[Data provided]

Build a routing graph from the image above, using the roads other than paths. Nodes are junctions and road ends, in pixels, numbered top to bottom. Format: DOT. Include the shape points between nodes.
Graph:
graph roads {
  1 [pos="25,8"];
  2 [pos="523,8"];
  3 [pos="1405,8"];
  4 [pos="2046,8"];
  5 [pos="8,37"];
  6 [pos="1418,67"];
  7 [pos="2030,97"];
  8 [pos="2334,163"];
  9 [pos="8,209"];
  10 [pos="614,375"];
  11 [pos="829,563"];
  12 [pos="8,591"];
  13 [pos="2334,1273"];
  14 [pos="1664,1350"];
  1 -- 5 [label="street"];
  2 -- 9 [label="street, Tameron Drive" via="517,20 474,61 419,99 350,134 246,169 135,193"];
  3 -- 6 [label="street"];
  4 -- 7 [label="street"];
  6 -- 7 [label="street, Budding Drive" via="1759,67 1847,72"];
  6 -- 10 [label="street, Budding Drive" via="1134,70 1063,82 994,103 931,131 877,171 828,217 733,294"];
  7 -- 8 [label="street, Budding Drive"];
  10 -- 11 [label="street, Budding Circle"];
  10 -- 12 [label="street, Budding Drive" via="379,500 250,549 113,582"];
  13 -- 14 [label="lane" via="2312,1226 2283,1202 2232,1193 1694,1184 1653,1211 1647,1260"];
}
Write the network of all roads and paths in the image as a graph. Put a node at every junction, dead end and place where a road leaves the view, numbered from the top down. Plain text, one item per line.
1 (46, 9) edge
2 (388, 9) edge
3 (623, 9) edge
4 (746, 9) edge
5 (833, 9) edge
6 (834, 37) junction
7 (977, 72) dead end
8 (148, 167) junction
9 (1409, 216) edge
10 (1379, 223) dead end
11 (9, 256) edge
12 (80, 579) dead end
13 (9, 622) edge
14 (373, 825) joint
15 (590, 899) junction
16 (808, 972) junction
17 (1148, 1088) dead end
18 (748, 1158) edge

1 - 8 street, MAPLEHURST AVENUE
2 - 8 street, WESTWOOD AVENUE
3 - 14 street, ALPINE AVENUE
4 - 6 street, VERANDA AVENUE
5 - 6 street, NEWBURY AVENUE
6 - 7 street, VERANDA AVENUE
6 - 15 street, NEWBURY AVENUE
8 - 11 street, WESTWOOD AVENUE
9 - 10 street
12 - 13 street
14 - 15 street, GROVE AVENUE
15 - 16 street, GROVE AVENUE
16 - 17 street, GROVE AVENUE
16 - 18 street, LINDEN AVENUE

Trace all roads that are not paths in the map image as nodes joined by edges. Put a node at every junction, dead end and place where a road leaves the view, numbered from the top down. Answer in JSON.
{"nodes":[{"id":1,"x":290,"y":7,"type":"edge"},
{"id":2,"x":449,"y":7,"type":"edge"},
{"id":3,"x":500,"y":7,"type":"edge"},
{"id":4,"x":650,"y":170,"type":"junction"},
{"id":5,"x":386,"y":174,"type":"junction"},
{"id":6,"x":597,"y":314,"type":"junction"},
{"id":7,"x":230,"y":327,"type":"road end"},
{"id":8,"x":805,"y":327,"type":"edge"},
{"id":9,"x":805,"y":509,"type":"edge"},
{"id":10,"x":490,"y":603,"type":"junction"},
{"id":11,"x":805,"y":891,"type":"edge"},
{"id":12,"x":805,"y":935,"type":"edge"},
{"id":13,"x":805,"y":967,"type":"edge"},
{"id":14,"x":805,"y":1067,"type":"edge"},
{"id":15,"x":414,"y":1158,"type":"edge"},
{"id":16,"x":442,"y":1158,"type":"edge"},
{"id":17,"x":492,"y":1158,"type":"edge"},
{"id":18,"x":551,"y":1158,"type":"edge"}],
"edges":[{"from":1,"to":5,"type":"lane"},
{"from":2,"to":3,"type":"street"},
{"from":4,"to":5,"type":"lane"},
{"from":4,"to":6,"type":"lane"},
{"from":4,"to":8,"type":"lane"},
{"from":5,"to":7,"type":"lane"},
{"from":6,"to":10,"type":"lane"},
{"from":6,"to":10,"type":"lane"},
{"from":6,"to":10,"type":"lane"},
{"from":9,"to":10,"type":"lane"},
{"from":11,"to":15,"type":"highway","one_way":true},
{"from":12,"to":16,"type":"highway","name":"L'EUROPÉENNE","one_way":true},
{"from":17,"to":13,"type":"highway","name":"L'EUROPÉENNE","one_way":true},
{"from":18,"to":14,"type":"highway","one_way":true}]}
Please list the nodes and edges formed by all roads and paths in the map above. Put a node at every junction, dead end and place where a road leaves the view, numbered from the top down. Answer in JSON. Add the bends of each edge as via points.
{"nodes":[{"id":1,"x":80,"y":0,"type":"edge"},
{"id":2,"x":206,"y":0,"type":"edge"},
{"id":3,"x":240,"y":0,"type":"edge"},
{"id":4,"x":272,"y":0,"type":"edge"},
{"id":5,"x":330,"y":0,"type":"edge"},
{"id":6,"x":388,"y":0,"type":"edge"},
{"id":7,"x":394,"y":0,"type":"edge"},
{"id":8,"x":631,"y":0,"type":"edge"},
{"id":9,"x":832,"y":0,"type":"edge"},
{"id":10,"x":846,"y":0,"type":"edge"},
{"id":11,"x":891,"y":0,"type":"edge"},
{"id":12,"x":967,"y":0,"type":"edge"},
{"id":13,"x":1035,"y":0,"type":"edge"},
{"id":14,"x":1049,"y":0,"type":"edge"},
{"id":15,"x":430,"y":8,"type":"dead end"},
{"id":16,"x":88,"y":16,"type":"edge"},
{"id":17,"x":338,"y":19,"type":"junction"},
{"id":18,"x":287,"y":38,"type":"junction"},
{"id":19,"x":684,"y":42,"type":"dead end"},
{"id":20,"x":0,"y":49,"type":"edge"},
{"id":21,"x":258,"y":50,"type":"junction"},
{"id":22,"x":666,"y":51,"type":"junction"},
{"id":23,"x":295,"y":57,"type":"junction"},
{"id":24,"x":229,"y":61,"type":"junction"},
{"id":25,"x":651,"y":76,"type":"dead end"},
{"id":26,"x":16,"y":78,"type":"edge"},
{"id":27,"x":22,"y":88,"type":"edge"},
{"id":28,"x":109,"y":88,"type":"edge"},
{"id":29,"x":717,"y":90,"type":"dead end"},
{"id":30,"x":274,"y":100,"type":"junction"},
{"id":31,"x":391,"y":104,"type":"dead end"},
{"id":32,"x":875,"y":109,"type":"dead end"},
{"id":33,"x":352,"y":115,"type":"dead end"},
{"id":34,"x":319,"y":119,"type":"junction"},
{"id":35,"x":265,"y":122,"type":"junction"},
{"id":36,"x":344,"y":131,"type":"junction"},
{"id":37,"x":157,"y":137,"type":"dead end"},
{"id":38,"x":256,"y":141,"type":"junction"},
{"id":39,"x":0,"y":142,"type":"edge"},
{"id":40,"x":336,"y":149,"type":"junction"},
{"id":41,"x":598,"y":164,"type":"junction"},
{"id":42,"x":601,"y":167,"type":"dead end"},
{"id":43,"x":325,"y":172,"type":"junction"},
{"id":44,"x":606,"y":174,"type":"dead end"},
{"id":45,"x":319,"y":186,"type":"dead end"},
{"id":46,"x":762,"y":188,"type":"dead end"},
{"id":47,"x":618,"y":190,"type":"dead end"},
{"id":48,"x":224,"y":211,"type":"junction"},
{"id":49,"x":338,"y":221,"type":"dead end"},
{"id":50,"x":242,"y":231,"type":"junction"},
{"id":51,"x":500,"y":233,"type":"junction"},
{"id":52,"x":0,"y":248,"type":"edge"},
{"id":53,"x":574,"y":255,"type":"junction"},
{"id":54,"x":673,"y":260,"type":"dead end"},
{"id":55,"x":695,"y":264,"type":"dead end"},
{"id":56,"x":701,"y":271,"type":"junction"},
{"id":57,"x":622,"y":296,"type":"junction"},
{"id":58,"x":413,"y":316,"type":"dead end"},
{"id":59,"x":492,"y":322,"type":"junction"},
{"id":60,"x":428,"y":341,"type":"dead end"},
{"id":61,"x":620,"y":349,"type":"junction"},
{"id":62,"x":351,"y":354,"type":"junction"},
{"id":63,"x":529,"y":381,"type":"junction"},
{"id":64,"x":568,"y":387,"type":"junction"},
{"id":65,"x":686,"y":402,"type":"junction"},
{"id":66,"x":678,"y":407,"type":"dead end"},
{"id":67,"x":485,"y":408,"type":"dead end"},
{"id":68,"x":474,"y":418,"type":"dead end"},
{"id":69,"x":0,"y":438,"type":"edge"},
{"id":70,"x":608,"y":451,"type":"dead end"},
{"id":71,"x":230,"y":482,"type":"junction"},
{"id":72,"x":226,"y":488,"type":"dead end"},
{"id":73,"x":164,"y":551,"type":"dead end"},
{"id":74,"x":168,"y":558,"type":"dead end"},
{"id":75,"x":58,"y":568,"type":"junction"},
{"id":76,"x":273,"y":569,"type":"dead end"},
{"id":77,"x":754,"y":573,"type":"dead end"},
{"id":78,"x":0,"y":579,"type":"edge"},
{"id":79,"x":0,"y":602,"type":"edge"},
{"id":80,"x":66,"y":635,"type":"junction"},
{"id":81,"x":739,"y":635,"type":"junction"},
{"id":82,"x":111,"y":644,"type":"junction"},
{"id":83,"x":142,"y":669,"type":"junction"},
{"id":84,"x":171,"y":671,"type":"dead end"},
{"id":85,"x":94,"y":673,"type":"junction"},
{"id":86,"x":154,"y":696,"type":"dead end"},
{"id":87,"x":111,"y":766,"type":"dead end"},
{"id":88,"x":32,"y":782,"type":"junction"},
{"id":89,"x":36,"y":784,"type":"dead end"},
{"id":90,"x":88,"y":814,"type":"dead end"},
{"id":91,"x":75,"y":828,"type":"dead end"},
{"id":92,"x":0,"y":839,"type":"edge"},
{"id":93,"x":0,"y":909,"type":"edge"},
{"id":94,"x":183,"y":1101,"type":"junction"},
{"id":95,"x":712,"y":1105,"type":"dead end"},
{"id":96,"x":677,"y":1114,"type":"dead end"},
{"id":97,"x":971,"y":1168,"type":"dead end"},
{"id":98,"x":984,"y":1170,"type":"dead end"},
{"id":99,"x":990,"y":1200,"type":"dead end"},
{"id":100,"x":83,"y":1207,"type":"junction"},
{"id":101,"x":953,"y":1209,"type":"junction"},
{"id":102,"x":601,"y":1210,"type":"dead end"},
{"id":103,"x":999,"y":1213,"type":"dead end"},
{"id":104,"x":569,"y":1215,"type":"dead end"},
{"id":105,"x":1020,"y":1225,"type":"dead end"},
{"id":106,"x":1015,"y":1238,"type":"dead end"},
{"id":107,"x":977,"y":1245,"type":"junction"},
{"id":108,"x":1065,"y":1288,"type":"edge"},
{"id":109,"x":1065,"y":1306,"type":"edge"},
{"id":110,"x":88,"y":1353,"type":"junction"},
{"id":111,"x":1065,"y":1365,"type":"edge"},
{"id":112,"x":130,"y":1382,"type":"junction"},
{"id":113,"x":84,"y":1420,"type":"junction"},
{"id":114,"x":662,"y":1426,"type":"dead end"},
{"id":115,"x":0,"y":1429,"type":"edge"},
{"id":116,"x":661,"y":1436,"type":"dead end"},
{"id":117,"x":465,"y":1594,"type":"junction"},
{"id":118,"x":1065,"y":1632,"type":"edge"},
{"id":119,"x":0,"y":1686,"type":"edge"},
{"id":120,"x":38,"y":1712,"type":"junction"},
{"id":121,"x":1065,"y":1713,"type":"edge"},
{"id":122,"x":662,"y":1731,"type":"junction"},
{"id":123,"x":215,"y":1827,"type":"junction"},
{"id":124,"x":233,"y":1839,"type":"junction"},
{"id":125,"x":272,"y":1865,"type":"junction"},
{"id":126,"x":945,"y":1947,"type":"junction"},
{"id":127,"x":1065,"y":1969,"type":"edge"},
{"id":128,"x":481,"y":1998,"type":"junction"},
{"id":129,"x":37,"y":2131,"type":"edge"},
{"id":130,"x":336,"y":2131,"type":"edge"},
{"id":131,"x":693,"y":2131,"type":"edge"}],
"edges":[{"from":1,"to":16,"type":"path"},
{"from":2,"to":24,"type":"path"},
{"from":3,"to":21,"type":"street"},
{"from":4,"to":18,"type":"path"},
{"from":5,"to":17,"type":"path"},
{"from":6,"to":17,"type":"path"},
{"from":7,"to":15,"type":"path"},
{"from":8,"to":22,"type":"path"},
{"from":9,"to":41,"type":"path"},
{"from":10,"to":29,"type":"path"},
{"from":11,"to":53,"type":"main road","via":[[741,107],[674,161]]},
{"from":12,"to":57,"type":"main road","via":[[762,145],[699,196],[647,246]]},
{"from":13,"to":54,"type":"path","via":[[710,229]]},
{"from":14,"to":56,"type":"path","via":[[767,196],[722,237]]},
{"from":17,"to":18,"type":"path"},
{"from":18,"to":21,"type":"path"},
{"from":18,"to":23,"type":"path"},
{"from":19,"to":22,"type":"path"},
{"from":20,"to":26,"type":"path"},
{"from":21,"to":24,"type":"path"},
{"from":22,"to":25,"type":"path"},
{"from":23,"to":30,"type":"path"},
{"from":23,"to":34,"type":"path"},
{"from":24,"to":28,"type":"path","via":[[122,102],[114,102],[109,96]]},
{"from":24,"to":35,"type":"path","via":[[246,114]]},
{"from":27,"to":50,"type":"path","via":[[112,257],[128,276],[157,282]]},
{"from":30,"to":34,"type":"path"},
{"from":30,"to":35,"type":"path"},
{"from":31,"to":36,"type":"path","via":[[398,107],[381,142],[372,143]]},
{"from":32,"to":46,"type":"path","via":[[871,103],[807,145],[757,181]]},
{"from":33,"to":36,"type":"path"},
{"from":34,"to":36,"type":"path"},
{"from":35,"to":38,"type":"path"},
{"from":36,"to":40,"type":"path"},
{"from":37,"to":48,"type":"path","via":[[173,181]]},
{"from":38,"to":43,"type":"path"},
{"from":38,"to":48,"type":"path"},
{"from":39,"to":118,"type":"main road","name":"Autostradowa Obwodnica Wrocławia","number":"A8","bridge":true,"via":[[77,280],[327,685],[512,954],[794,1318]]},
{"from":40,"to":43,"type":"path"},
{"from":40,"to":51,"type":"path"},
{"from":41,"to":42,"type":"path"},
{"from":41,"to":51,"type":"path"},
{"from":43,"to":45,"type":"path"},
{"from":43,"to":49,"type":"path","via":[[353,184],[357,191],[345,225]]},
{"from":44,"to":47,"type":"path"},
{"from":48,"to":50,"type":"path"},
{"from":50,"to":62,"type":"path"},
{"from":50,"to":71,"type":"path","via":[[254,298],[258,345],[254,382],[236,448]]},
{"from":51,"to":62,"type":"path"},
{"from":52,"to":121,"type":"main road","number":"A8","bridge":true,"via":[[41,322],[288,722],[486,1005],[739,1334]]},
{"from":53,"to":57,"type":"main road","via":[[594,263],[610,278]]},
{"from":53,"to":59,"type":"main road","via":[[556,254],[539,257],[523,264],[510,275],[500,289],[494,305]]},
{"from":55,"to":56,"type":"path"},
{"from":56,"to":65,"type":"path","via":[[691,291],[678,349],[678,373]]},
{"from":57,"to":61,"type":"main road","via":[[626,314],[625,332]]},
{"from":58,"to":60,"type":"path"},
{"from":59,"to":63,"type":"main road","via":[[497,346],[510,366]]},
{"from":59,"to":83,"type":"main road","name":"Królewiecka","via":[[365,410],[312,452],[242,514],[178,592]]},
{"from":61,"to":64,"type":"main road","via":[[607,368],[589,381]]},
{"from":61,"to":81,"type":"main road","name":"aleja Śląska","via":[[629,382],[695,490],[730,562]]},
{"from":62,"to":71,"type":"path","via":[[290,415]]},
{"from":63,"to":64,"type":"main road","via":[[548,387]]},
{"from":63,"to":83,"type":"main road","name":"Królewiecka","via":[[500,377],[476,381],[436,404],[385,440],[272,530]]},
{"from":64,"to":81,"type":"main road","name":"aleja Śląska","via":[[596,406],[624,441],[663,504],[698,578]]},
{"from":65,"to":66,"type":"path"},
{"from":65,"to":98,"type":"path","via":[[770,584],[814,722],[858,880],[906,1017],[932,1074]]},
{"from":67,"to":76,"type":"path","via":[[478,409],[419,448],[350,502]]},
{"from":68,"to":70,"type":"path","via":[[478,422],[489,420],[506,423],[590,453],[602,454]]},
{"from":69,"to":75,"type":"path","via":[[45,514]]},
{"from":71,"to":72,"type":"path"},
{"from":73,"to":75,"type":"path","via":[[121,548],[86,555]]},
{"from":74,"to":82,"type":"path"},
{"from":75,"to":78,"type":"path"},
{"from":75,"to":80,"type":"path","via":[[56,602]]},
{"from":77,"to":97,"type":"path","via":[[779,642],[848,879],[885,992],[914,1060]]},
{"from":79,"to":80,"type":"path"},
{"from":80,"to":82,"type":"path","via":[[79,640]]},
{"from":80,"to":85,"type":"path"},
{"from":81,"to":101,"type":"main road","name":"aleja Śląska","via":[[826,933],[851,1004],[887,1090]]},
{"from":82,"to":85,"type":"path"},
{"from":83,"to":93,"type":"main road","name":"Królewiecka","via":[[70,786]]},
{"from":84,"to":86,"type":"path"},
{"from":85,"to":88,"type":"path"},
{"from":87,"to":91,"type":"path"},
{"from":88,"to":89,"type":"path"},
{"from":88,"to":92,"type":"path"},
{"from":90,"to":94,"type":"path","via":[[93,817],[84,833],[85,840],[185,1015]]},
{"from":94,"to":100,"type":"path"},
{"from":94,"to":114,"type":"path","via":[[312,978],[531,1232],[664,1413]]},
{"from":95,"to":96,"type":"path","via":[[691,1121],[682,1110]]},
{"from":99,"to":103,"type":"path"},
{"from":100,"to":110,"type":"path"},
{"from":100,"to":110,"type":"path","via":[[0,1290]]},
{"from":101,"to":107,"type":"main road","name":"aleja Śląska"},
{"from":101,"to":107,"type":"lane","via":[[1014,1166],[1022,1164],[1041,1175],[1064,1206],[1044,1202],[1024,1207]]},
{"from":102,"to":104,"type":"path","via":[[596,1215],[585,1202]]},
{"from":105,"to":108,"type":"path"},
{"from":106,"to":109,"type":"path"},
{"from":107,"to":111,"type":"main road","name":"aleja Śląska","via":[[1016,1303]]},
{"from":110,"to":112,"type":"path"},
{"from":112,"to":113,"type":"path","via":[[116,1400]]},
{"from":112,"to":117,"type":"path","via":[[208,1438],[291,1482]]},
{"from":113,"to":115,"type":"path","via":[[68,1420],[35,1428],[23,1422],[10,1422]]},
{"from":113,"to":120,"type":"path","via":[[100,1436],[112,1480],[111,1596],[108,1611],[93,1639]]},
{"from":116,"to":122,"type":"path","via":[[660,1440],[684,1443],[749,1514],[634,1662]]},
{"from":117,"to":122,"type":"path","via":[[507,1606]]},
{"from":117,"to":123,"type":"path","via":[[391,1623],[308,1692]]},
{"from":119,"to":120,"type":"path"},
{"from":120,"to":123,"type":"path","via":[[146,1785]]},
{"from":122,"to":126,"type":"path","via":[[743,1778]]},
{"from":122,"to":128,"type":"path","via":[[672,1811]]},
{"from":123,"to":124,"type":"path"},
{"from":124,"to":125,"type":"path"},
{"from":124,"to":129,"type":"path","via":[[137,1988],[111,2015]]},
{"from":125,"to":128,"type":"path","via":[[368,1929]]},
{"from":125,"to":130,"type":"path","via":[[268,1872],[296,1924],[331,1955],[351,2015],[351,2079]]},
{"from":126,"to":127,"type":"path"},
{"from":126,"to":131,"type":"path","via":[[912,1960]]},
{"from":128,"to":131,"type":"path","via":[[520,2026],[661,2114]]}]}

[/Data provided]

__Directions__.
Number of lines containing "AVENUE" in the material above: give that number alone.

__Exercise result__.
12